AutoUnit

class torchtnt.framework.auto_unit.AutoUnit(*args, **kwargs)

The AutoUnit is a convenience for users who are training with stochastic gradient descent and would like to have model optimization and data parallel replication handled for them. The AutoUnit subclasses TrainUnit, EvalUnit, and PredictUnit and implements the train_step, eval_step, and predict_step methods for the user.

For the train_step it runs:

forward pass and loss computation
backward pass
optimizer step

For the eval_step it only runs forward and loss computation.

For the predict_step it only runs forward computation.

To benefit from the AutoUnit, the user must subclass it and implement the compute_loss and configure_optimizers_and_lr_scheduler methods. Additionally, the AutoUnit offers these optional hooks:

on_train_step_end
on_eval_step_end
on_predict_step_end

Then use with the train(), evaluate(), fit(), or predict() entry point as normal.

For more advanced customization, directly use the TrainUnit, EvalUnit, and PredictUnit interfaces.

Parameters:

module – module to be used during training/evaluation.
device – the device to be used.
strategy – the data parallelization strategy to be used. if a string, must be one of ddp or fsdp.
step_lr_interval – whether to step lr_scheduler every step or every epoch. Defaults to every epoch.
precision – the precision to use in training/evaluation, as either a string or a torch.dtype.
gradient_accumulation_steps – how many batches to accumulate gradients over.
detect_anomaly – whether to enable anomaly detection for the autograd engine https://pytorch.org/docs/stable/autograd.html#anomaly-detection
clip_grad_norm – max norm of the gradients for clipping https://pytorch.org/docs/stable/generated/torch.nn.utils.clip_grad_norm_.html
clip_grad_value – max value of the gradients for clipping https://pytorch.org/docs/stable/generated/torch.nn.utils.clip_grad_value_.html
swa_params – params for stochastic weight averaging https://pytorch.org/docs/stable/optim.html#stochastic-weight-averaging
torch_compile_params – params for Torch compile https://pytorch.org/docs/stable/generated/torch.compile.html
activation_checkpoint_params – params for enabling activation checkpointing
training – if True, the optimizer and optionally LR scheduler will be created after the class is initialized.

Note

Stochastic Weight Averaging is currently not supported with the FSDP strategy.

Note

Torch compile support is only available in PyTorch 2.0 or higher.

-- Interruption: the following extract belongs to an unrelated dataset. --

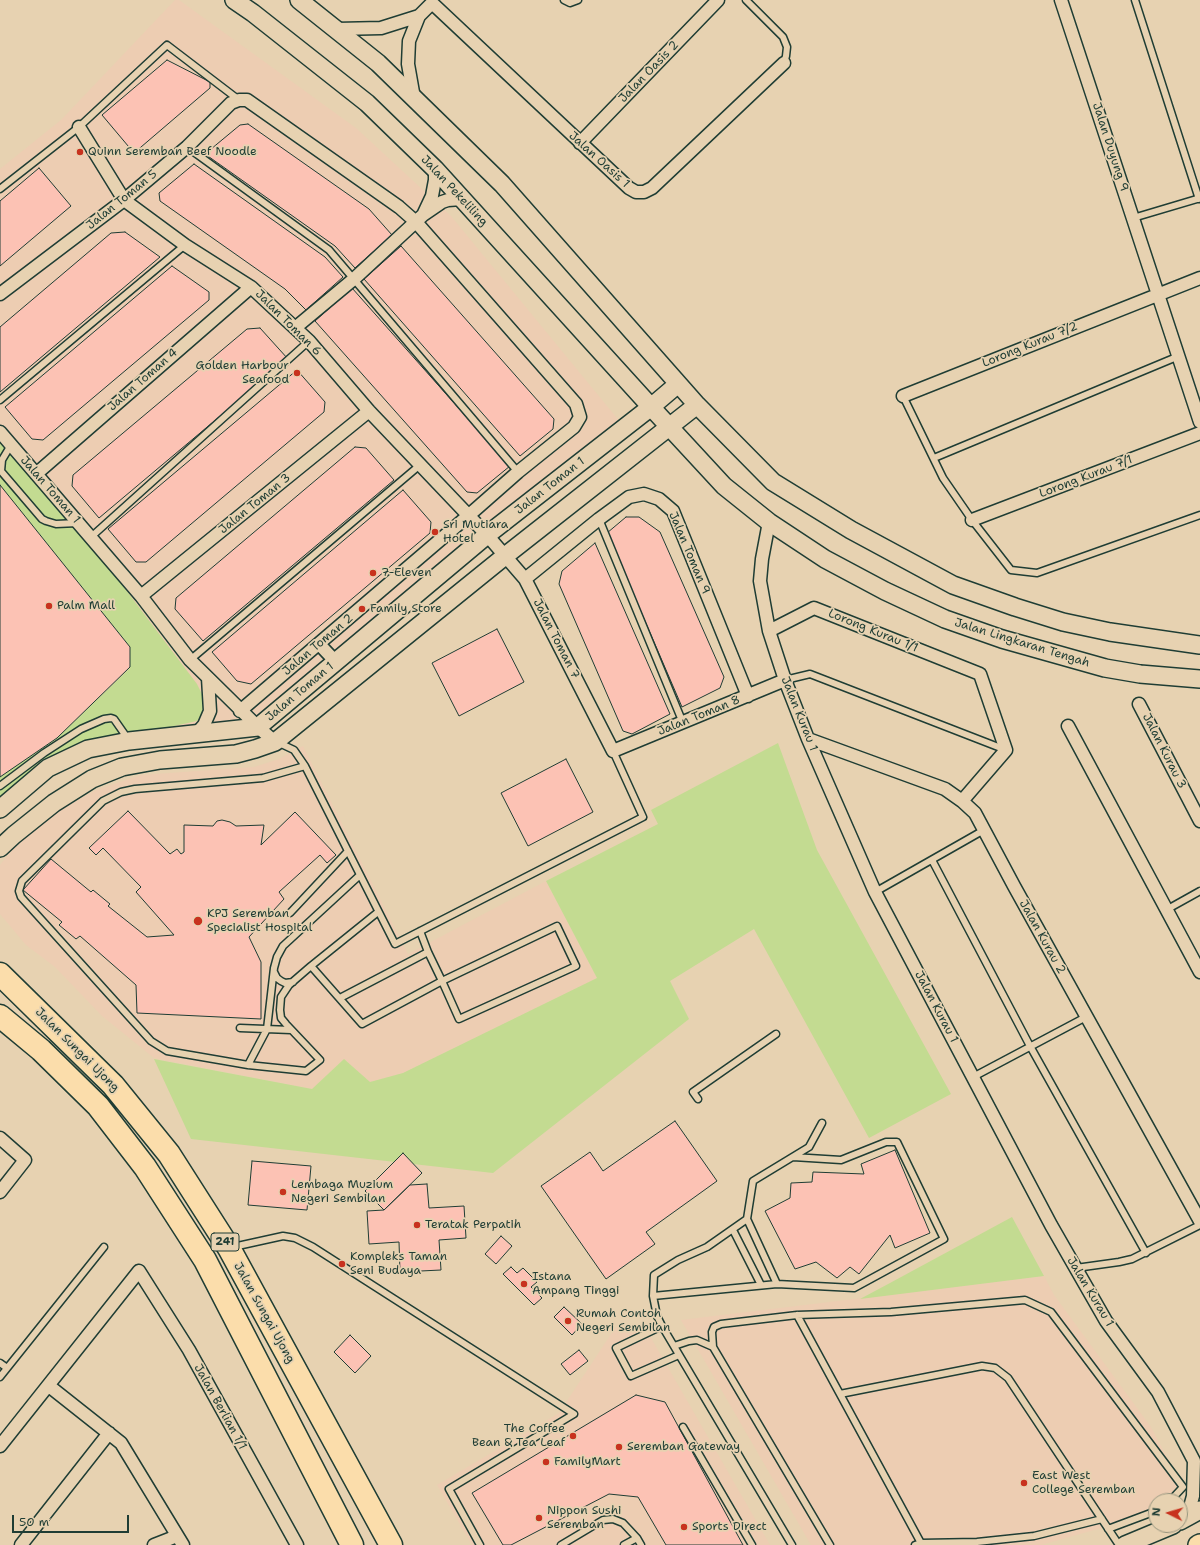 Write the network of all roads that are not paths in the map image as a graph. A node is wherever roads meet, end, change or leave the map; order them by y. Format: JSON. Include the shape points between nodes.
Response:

abstract compute_loss(state: State, data: TData) → Tuple[Tensor, Any]

The user should implement this method with their loss computation. This will be called every train_step/eval_step.

Parameters:	state – a State object which is passed from the `train_step`/`eval_step` data – a batch of data which is passed from the `train_step`/`eval_step`
Returns:	Tuple containing the loss and the output of the model

Note

The module’s forward pass must be run as part of this method.

abstract configure_optimizers_and_lr_scheduler(module: Module) → Tuple[Optimizer, Optional[LRScheduler]]

The user should implement this method with their optimizer and learning rate scheduler construction code. This will be called upon initialization of the AutoUnit.

Parameters:	module – the module with which to construct optimizer and lr_scheduler
Returns:	A tuple containing optimizer and optionally the learning rate scheduler

eval_step(state: State, data: TData) → Tuple[Tensor, Any]

Core required method for user to implement. This method will be called at each iteration of the eval dataloader, and can return any data the user wishes. Optionally can be decorated with @torch.inference_mode() for improved performance.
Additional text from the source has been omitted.